Another example, I went back to the urologist on the 13th to hear the results of the biopsy. Of course, even though I’m not superstitious, I worried that might be a bad day to hear the report.

When the doctor told me I needed a biopsy weeks ago I realized that any speculation would be meaningless until I got the results. The answer would be like Schrodinger’s Cat — unknowable until I opened it. On the 13th the doctor told me the biopsy was clear. That was a huge relief. I can’t say I didn’t worry, but not much, most I spent a lot of time trying to imagine what I would do if the lab report had been positive.

We all think too much. We have so little control. We want to believe we have magical powers to control reality with our wishes, but we don’t. I know this, but I still wasted a lot of time on endless useless thinking. Another example, while waiting for my results I craved sweets, but I was afraid to eat them because I thought it would cause the biopsy to come back positive. When I saw the floor was dirty I thought if I don’t sweep it immediately my biopsy will come back positive. I know such thinking is crazy, yet knowing that doesn’t stop such thoughts.

We live in a highly deterministic reality even though we want to believe that mind over matter works. Religious people use the word faith but it’s use is not exclusive to theology. Throughout this whole process I kept trying to outthink my doctor even though I know nothing of urology. The reality is I have to put faith in modern medicine. I can’t think my way around it. I don’t have any alternatives. I’d love if prayer work and a personal God was taking care of me like my nurse, but there’s just no evidence for that. I’d love if I had great mental powers so my will could alter reality to my whims, but there is no evidence for that either.

Even the simple desire for modesty was beyond my control. My nurse saved me that day. She attended to all my needs while also helping others. She rushed from bay to bay but was always there when I needed help, which was often. She didn’t always close the curtain and I thought about saying something, but I realized it was too petty, too nothing. It was only my thoughts that made me worry about modesty. So I let it go. If people walking by wanted to look at me I didn’t care. Actually, I felt sorry for them having to see a old guy with a bloody tube coming out of his dick. That must have been revolting.
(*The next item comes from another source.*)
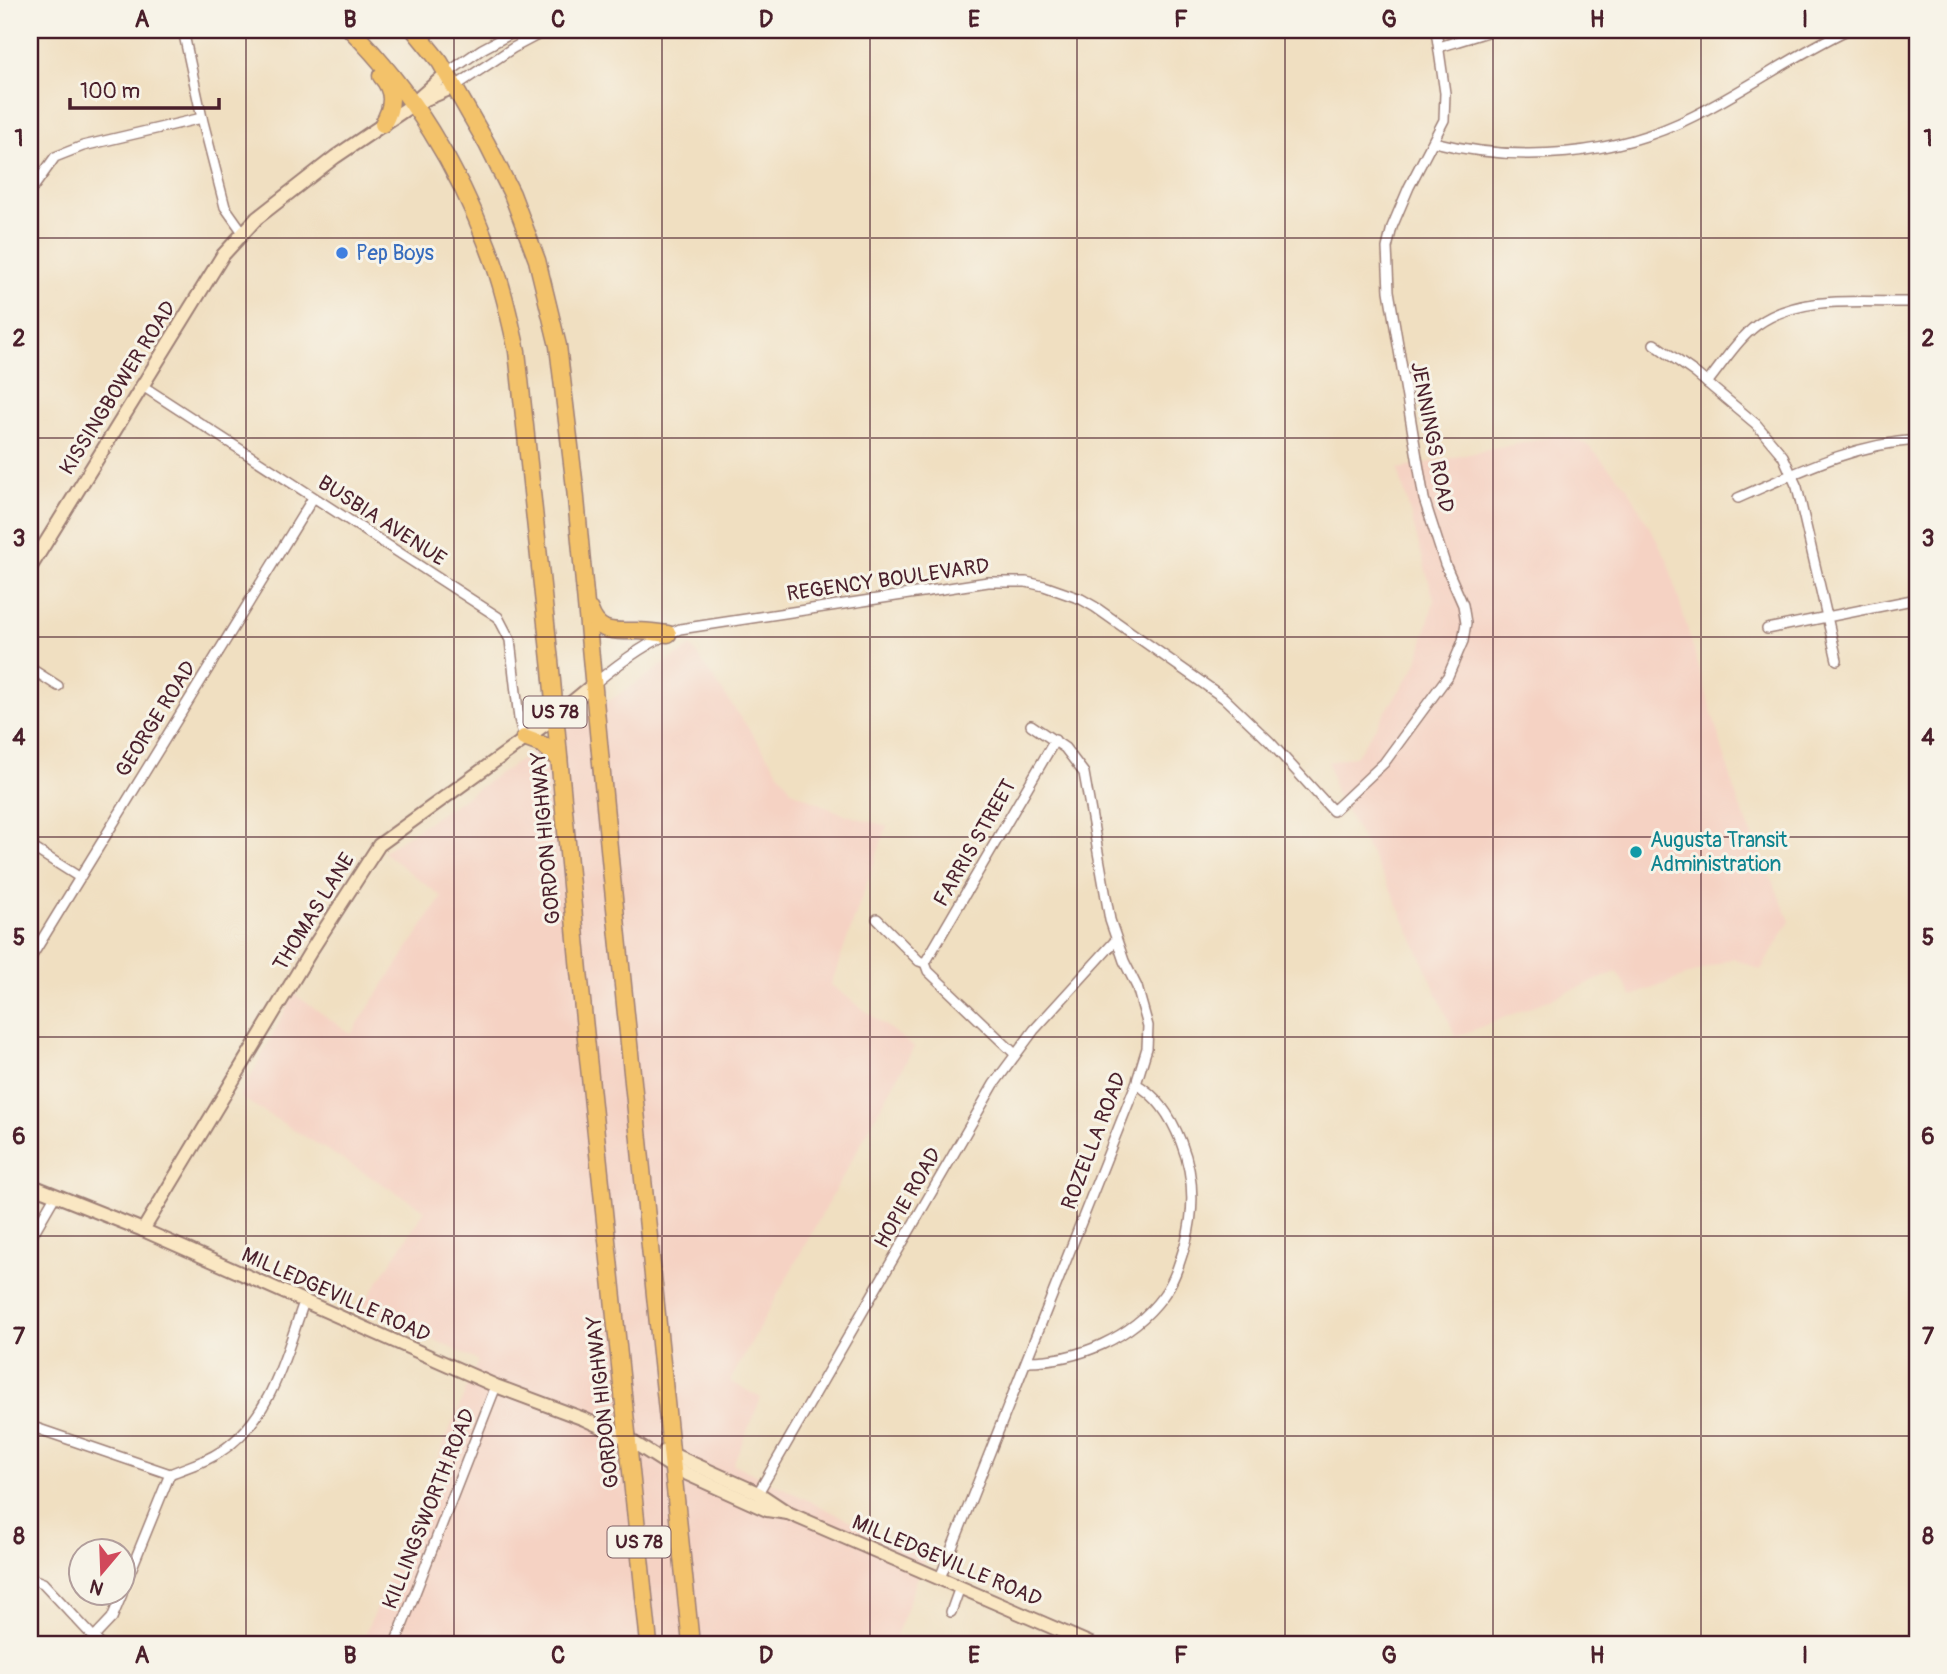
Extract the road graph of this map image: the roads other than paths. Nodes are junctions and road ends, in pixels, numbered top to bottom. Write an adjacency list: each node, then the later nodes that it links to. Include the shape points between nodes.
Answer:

When it was all over I understood it was just a big painful inconvenience, the pain had been bearable. I could survive because I did. At the time I told myself I never wanted this to happen again. I still need my prostate trimmed, so I need to go through this all over again. And I will.

I don’t know if I can apply the lessons I’ve learned to the next time. I might still worry needlessly, still try to bargain, pray, read omens, and act on superstitions. The reality is we might never be able to control our thoughts even when we know they are wasted thoughts. Can we ever just accept reality?

This Covid crisis is a parallel example. Too many people want to reject reality and act on magical thinking. I keep hoping our whole society will become rational and think clearly, but isn’t that wishful thinking too? Especially, if I can’t think clearly myself.